Charleen Abigaile "Cha" Ramos Cruz-Behag (born May 11, 1988) is a Filipino professional volleyball player and an educator. She is a member of the Philippine women's national volleyball team. Currently, she is playing and is the team captain for the F2 Logistics Cargo Movers in the Philippine Super Liga, a semi-professional corporate club volleyball league in the Philippines. She was a member of De La Salle University (DLSU) Lady Spikers, the official women's volleyball varsity team of De La Salle University. She was a two-time University Athletic Association of the Philippines's (UAAP) Finals Most Valuable Player and was part of DLSU Lady Spikers' four UAAP championships. She is known for her versatility in playing the sport of volleyball earning her the moniker "Ms. Everything".

Personal life
Cruz was born on May 11, 1988. She studied in the St. Louis College of Valenzuela high school from 2003 to 2006 and completed her Bachelor's in Psychology at De La Salle University and as of 2012 was pursuing her Master's degree in Special Education. She is the older sister of volleyball players Camille Cruz and Cienne Cruz.

Cruz married pilot Rey Behag on February 28, 2018, in Tagaytay. In October 2019, she gave birth to her son, Leon Sol.

Career
Cruz is known for her versatility and multidimensional skills in playing volleyball. Over the years of playing, she has played every position except libero and has embraced the 7th woman role for the DLSU Lady Spikers. According to her: "Kung sino yung nagkamali, or sino yung medyo off sa game, I’ll replace them. So even setter, even center spiker, utility or open spiker I played." This all-around athleticism in playing the sport and her ability to transition from setter to all spiking positions earned her the moniker "Miss Everything". However, she completed playing the final position of libero during the Battle of the Rivals last July 16, 2017.

Cruz began playing volleyball during her 6th grade. She abruptly took a break in the succeeding years but picked it up again during high school. She was later recruited by Coach Ramil De Jesus for the DLSU Lady Spikers varsity team and played for the team from 2005 to 2012.
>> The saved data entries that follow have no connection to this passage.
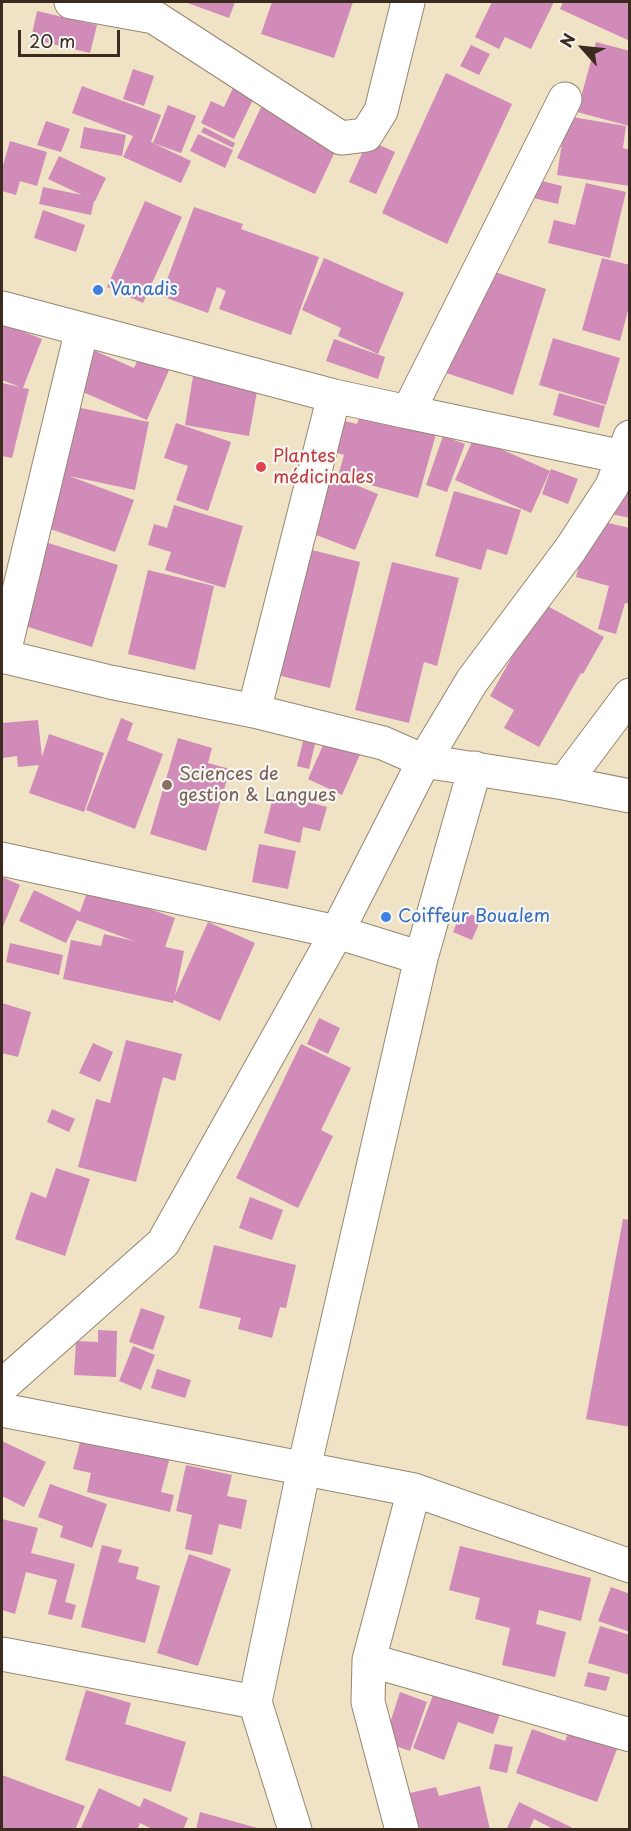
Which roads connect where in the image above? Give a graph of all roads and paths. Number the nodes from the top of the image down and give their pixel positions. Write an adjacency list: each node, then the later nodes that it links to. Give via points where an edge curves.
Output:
1 (71, 2): 3 (street)
2 (408, 2): 3 (street, via 381,111 366,135 340,138)
3 (156, 9)
4 (566, 99): 8 (street)
5 (2, 308): 6 (street)
6 (82, 329): 7 (street); 10 (street)
7 (334, 396): 8 (street); 12 (street)
8 (408, 412): 9 (street)
9 (626, 447): 13 (street, via 612,486 570,550 472,681)
10 (2, 656): 12 (street)
11 (630, 695): 15 (street)
12 (254, 711): 13 (street, via 383,743)
13 (424, 761): 14 (street); 18 (street)
14 (475, 768): 15 (street); 19 (street)
15 (564, 783): 16 (street)
16 (630, 796)
17 (2, 859): 18 (street)
18 (337, 932): 19 (street); 20 (street, via 164,1243)
19 (421, 958): 22 (street)
20 (2, 1386)
21 (2, 1410): 22 (street)
22 (304, 1468): 23 (street); 27 (street)
23 (414, 1490): 24 (street); 26 (street)
24 (630, 1566)
25 (2, 1654): 27 (street)
26 (369, 1659): 28 (street); 30 (street, via 368,1702)
27 (255, 1702): 29 (street)
28 (630, 1735)
29 (295, 1830)
30 (402, 1830)

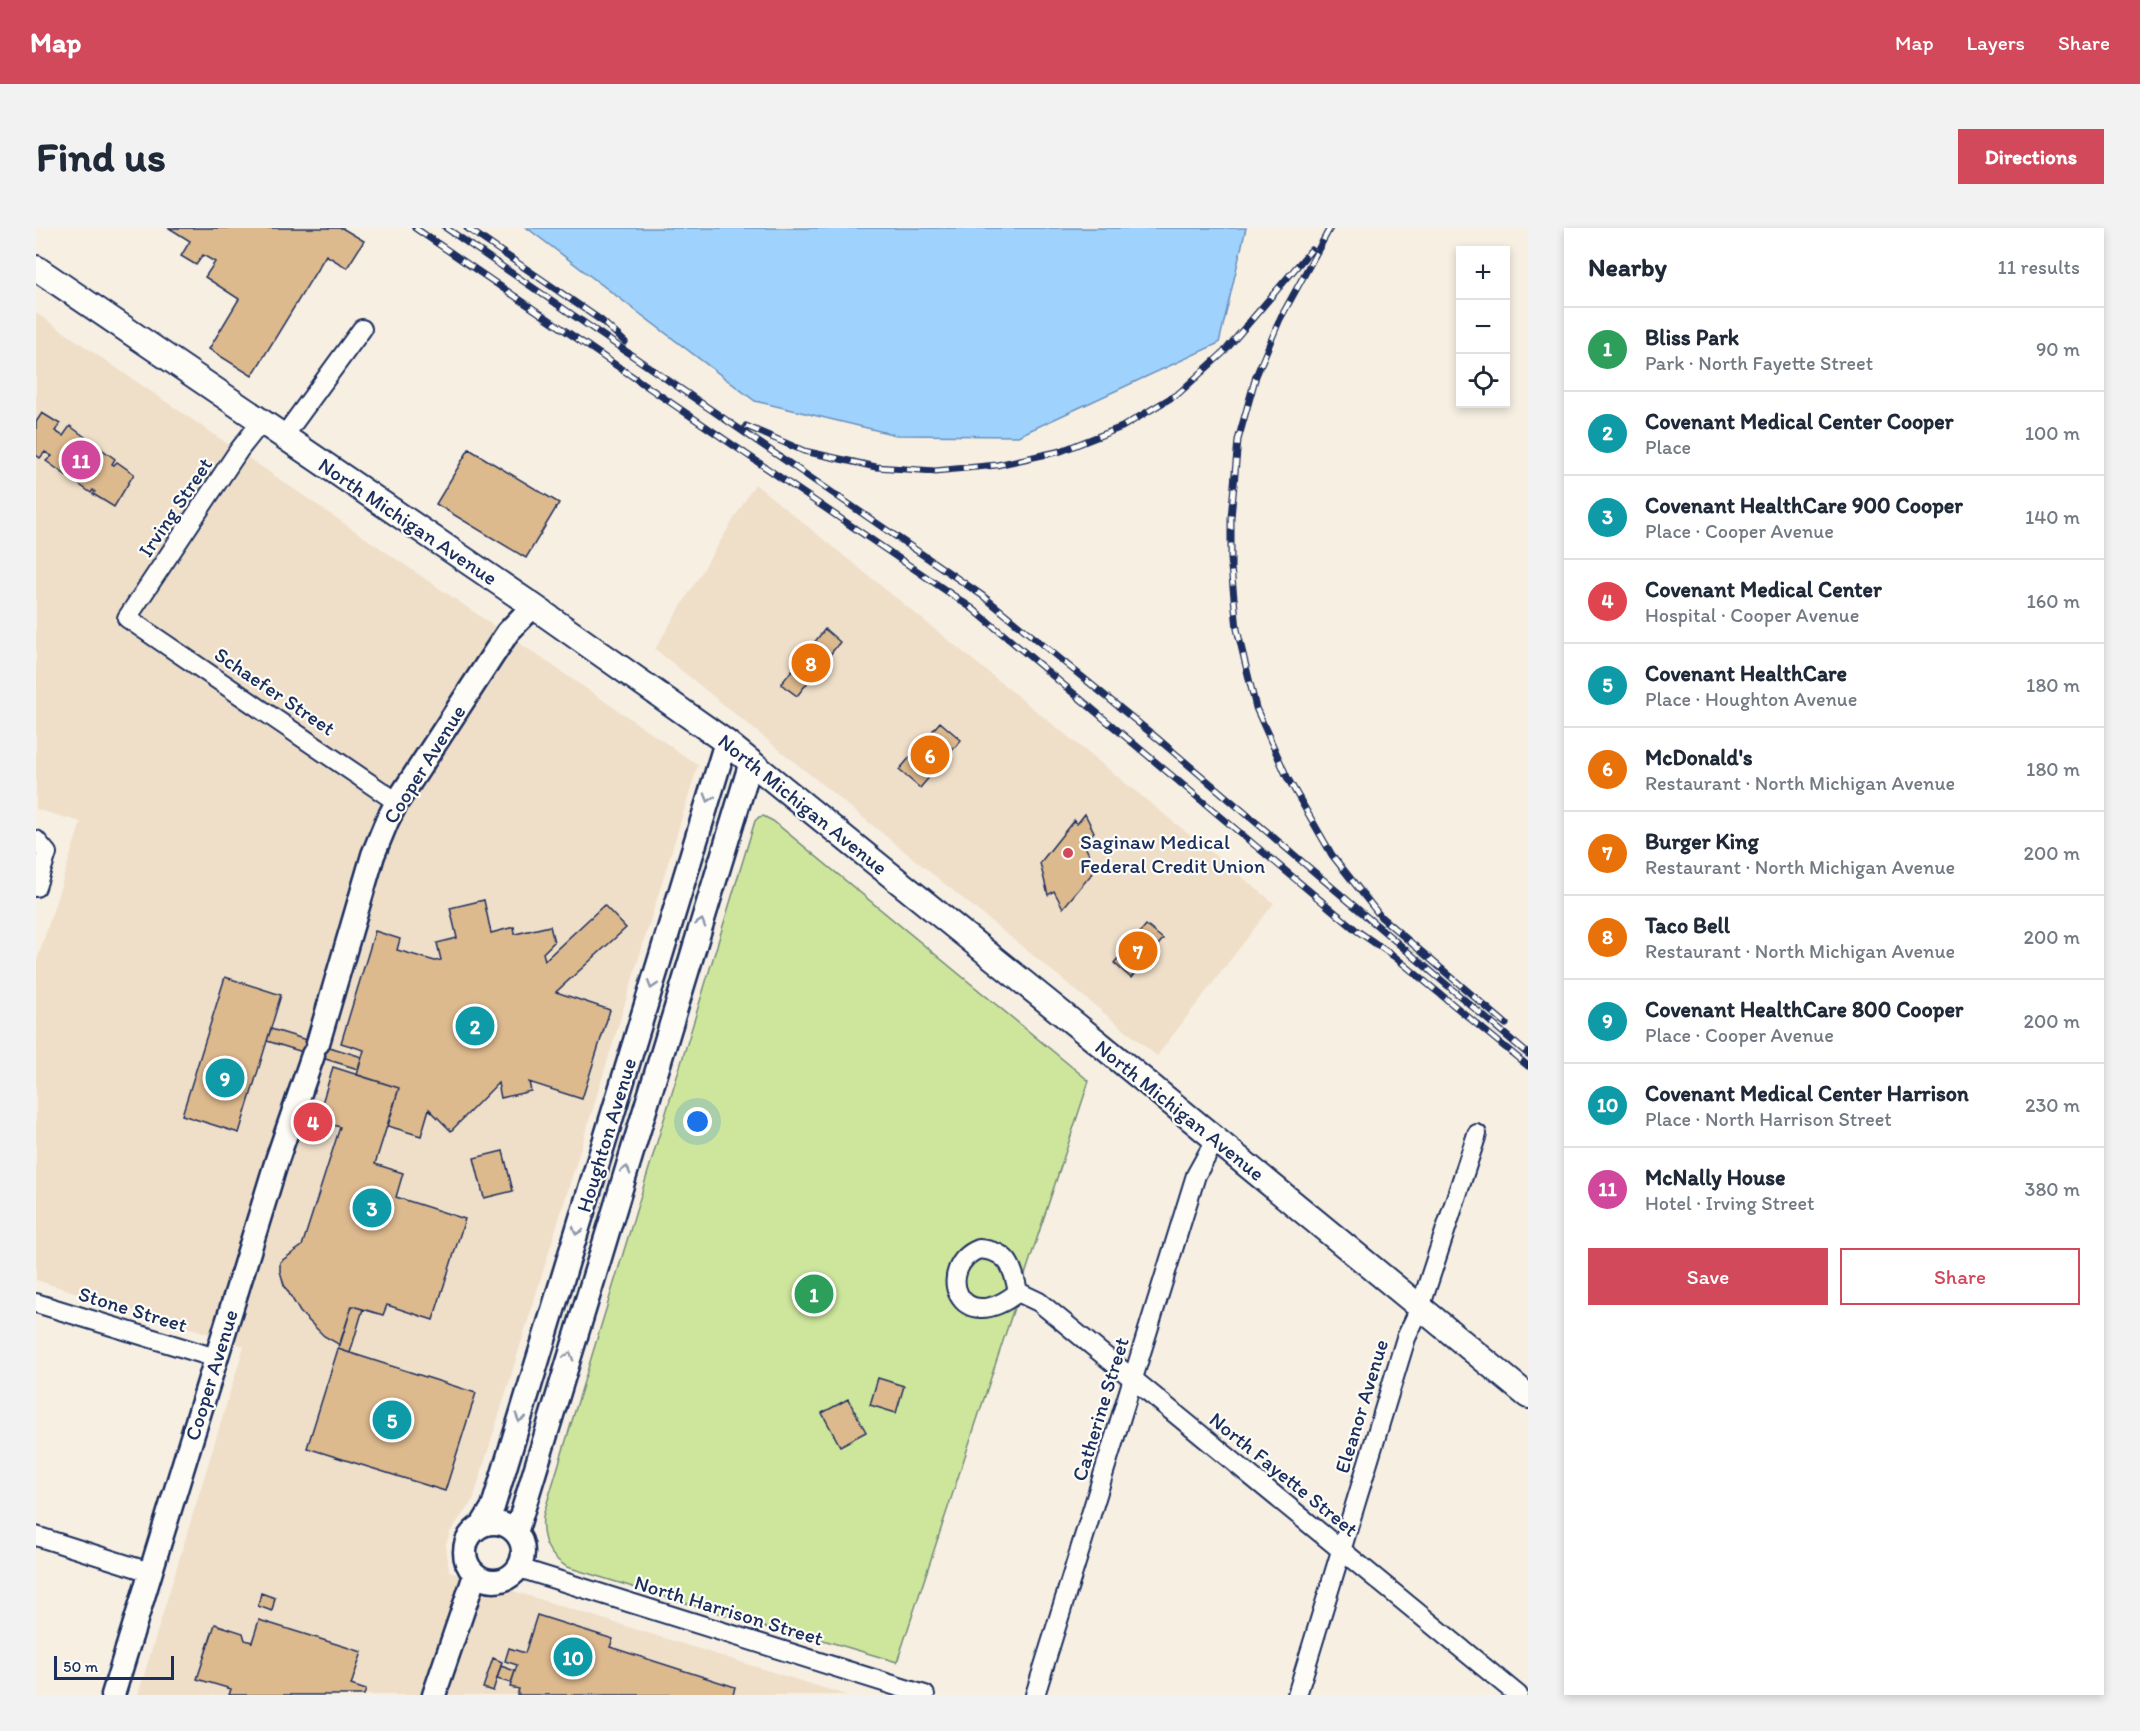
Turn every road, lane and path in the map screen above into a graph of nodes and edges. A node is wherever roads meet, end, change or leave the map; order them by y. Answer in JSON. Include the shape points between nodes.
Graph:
{"nodes":[{"id":1,"x":36,"y":268,"type":"edge"},
{"id":2,"x":36,"y":284,"type":"edge"},
{"id":3,"x":81,"y":298,"type":"junction"},
{"id":4,"x":362,"y":329,"type":"dead end"},
{"id":5,"x":262,"y":421,"type":"junction"},
{"id":6,"x":284,"y":436,"type":"junction"},
{"id":7,"x":533,"y":606,"type":"junction"},
{"id":8,"x":127,"y":618,"type":"joint"},
{"id":9,"x":726,"y":742,"type":"junction"},
{"id":10,"x":751,"y":762,"type":"junction"},
{"id":11,"x":397,"y":802,"type":"junction"},
{"id":12,"x":41,"y":846,"type":"edge"},
{"id":13,"x":36,"y":887,"type":"edge"},
{"id":14,"x":1477,"y":1134,"type":"dead end"},
{"id":15,"x":1216,"y":1139,"type":"junction"},
{"id":16,"x":1018,"y":1292,"type":"dead end"},
{"id":17,"x":36,"y":1303,"type":"edge"},
{"id":18,"x":1420,"y":1308,"type":"junction"},
{"id":19,"x":216,"y":1358,"type":"junction"},
{"id":20,"x":1132,"y":1379,"type":"junction"},
{"id":21,"x":1528,"y":1396,"type":"edge"},
{"id":22,"x":482,"y":1525,"type":"junction"},
{"id":23,"x":516,"y":1533,"type":"junction"},
{"id":24,"x":36,"y":1536,"type":"edge"},
{"id":25,"x":1341,"y":1550,"type":"junction"},
{"id":26,"x":519,"y":1568,"type":"junction"},
{"id":27,"x":150,"y":1572,"type":"junction"},
{"id":28,"x":475,"y":1575,"type":"junction"},
{"id":29,"x":113,"y":1695,"type":"edge"},
{"id":30,"x":434,"y":1695,"type":"edge"},
{"id":31,"x":926,"y":1695,"type":"edge"},
{"id":32,"x":1035,"y":1695,"type":"edge"},
{"id":33,"x":1297,"y":1695,"type":"edge"},
{"id":34,"x":1518,"y":1695,"type":"edge"}],
"edges":[{"from":1,"to":3,"type":"main road","name":"North Michigan Avenue"},
{"from":2,"to":3,"type":"main road"},
{"from":3,"to":5,"type":"main road","name":"North Michigan Avenue"},
{"from":4,"to":6,"type":"street"},
{"from":5,"to":6,"type":"main road","name":"North Michigan Avenue"},
{"from":5,"to":8,"type":"street","name":"Irving Street"},
{"from":6,"to":7,"type":"main road","name":"North Michigan Avenue"},
{"from":7,"to":9,"type":"main road","name":"North Michigan Avenue"},
{"from":7,"to":11,"type":"street","name":"Cooper Avenue","via":[[508,632]]},
{"from":8,"to":11,"type":"street","name":"Schaefer Street"},
{"from":9,"to":10,"type":"main road","name":"North Michigan Avenue"},
{"from":9,"to":22,"type":"street","name":"Houghton Avenue","one_way":true,"via":[[493,1507]]},
{"from":10,"to":15,"type":"main road","name":"North Michigan Avenue"},
{"from":23,"to":10,"type":"street","name":"Houghton Avenue","one_way":true},
{"from":11,"to":19,"type":"street","name":"Cooper Avenue","via":[[373,855],[316,1049]]},
{"from":12,"to":13,"type":"street"},
{"from":14,"to":18,"type":"street","name":"Eleanor Avenue"},
{"from":15,"to":18,"type":"main road","name":"North Michigan Avenue"},
{"from":15,"to":20,"type":"street","name":"Catherine Street","via":[[1196,1174]]},
{"from":16,"to":20,"type":"street","name":"North Fayette Street","via":[[1040,1302]]},
{"from":17,"to":19,"type":"street","name":"Stone Street"},
{"from":18,"to":21,"type":"main road","name":"North Michigan Avenue"},
{"from":18,"to":25,"type":"street","name":"Eleanor Avenue","via":[[1406,1338]]},
{"from":19,"to":27,"type":"street","name":"Cooper Avenue"},
{"from":20,"to":25,"type":"street","name":"North Fayette Street"},
{"from":20,"to":32,"type":"street","name":"Catherine Street"},
{"from":22,"to":23,"type":"street","via":[[506,1525]]},
{"from":22,"to":28,"type":"street","via":[[466,1543],[465,1554]]},
{"from":23,"to":26,"type":"street","via":[[523,1554]]},
{"from":24,"to":27,"type":"street"},
{"from":25,"to":33,"type":"street","name":"Eleanor Avenue"},
{"from":25,"to":34,"type":"street","name":"North Fayette Street"},
{"from":26,"to":28,"type":"street","via":[[504,1579],[488,1580]]},
{"from":26,"to":31,"type":"street","name":"North Harrison Street"},
{"from":27,"to":29,"type":"street","name":"Cooper Avenue"},
{"from":28,"to":30,"type":"street"}]}
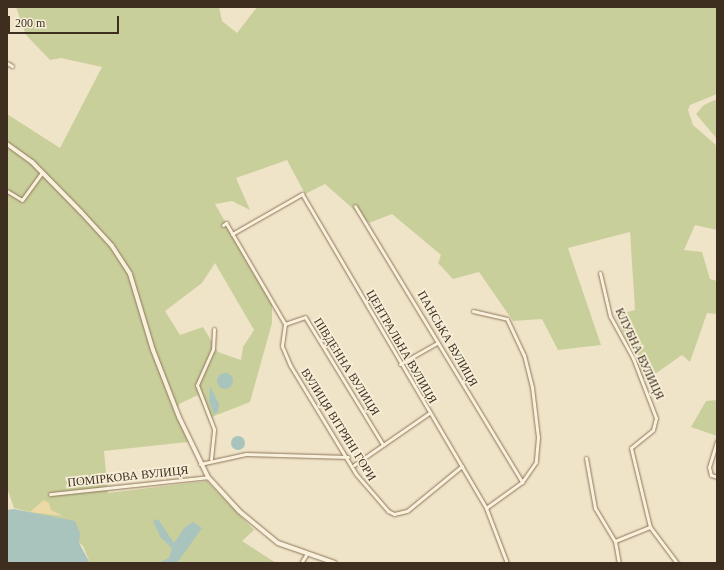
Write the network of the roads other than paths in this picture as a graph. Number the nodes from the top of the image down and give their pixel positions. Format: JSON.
{"nodes":[{"id":1,"x":7,"y":63,"type":"edge"},
{"id":2,"x":12,"y":66,"type":"dead end"},
{"id":3,"x":7,"y":144,"type":"edge"},
{"id":4,"x":42,"y":172,"type":"junction"},
{"id":5,"x":7,"y":191,"type":"edge"},
{"id":6,"x":355,"y":206,"type":"dead end"},
{"id":7,"x":223,"y":225,"type":"dead end"},
{"id":8,"x":232,"y":234,"type":"junction"},
{"id":9,"x":600,"y":273,"type":"dead end"},
{"id":10,"x":473,"y":310,"type":"dead end"},
{"id":11,"x":284,"y":324,"type":"junction"},
{"id":12,"x":214,"y":329,"type":"dead end"},
{"id":13,"x":437,"y":343,"type":"junction"},
{"id":14,"x":400,"y":364,"type":"junction"},
{"id":15,"x":430,"y":412,"type":"junction"},
{"id":16,"x":717,"y":441,"type":"edge"},
{"id":17,"x":383,"y":446,"type":"junction"},
{"id":18,"x":348,"y":457,"type":"junction"},
{"id":19,"x":586,"y":458,"type":"dead end"},
{"id":20,"x":211,"y":460,"type":"junction"},
{"id":21,"x":200,"y":464,"type":"junction"},
{"id":22,"x":354,"y":465,"type":"junction"},
{"id":23,"x":462,"y":466,"type":"junction"},
{"id":24,"x":208,"y":477,"type":"junction"},
{"id":25,"x":717,"y":477,"type":"edge"},
{"id":26,"x":522,"y":482,"type":"junction"},
{"id":27,"x":50,"y":494,"type":"dead end"},
{"id":28,"x":486,"y":508,"type":"junction"},
{"id":29,"x":650,"y":527,"type":"junction"},
{"id":30,"x":615,"y":541,"type":"junction"},
{"id":31,"x":306,"y":555,"type":"junction"},
{"id":32,"x":301,"y":563,"type":"edge"},
{"id":33,"x":335,"y":563,"type":"edge"},
{"id":34,"x":507,"y":563,"type":"edge"},
{"id":35,"x":619,"y":563,"type":"edge"},
{"id":36,"x":677,"y":563,"type":"edge"}],
"edges":[{"from":1,"to":2,"type":"street"},
{"from":3,"to":4,"type":"street"},
{"from":4,"to":5,"type":"street"},
{"from":4,"to":21,"type":"street"},
{"from":6,"to":13,"type":"street","name":"ПАНСЬКА ВУЛИЦЯ"},
{"from":7,"to":8,"type":"street"},
{"from":8,"to":11,"type":"street"},
{"from":8,"to":14,"type":"street","name":"ЦЕНТРАЛЬНА ВУЛИЦЯ"},
{"from":9,"to":29,"type":"street","name":"КЛУБНА ВУЛИЦЯ"},
{"from":10,"to":26,"type":"street"},
{"from":11,"to":17,"type":"street","name":"ПІВДЕННА ВУЛИЦЯ"},
{"from":11,"to":18,"type":"street","name":"ВУЛИЦЯ ВІТРЯНІ ГОРИ"},
{"from":12,"to":20,"type":"street"},
{"from":13,"to":14,"type":"street"},
{"from":13,"to":26,"type":"street","name":"ПАНСЬКА ВУЛИЦЯ"},
{"from":14,"to":15,"type":"street","name":"ЦЕНТРАЛЬНА ВУЛИЦЯ"},
{"from":15,"to":17,"type":"street"},
{"from":15,"to":23,"type":"street","name":"ЦЕНТРАЛЬНА ВУЛИЦЯ"},
{"from":16,"to":25,"type":"street"},
{"from":17,"to":22,"type":"street"},
{"from":18,"to":20,"type":"street"},
{"from":18,"to":22,"type":"street","name":"ВУЛИЦЯ ВІТРЯНІ ГОРИ"},
{"from":19,"to":30,"type":"street"},
{"from":20,"to":21,"type":"street"},
{"from":21,"to":24,"type":"street"},
{"from":22,"to":23,"type":"street","name":"ВУЛИЦЯ ВІТРЯНІ ГОРИ"},
{"from":23,"to":28,"type":"street","name":"ЦЕНТРАЛЬНА ВУЛИЦЯ"},
{"from":24,"to":27,"type":"street","name":"ПОМІРКОВА ВУЛИЦЯ"},
{"from":24,"to":31,"type":"street"},
{"from":26,"to":28,"type":"street"},
{"from":28,"to":34,"type":"street","name":"ЦЕНТРАЛЬНА ВУЛИЦЯ"},
{"from":29,"to":30,"type":"street"},
{"from":29,"to":36,"type":"street","name":"КЛУБНА ВУЛИЦЯ"},
{"from":30,"to":35,"type":"street"},
{"from":31,"to":32,"type":"street"},
{"from":31,"to":33,"type":"street"}]}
Her first three years in her collegiate career was a shaky journey. Midway during her UAAP rookie year (Season 68, 2005–2006), while doing the setting job for the team, she sustained a stress fracture in her left ankle which forced her to sit out the remaining games of the season. While in the following UAAP season (Season 69, 2006–07), all DLSU varsity teams were suspended from the athletic association as consequence of its men's basketball team's violation on a UAAP rule. In UAAP Season 70 (2007–08), Cruz-Behag failed to suit up for the team due to academic requirements.

In 2008, Cruz finally returned to suit up for the team this time playing the open spiker and middle blocker positions. The DLSU Lady Spikers only dropped two matches in UAAP Season 71 (2008-2009) winning the championship title over the Far Eastern Lady Tamaraws. However, in Season 72 (2009–10), the DLSU Lady Spikers were dethroned by the University of Santo Tomas (UST) Lady Tigers and finished as runner up.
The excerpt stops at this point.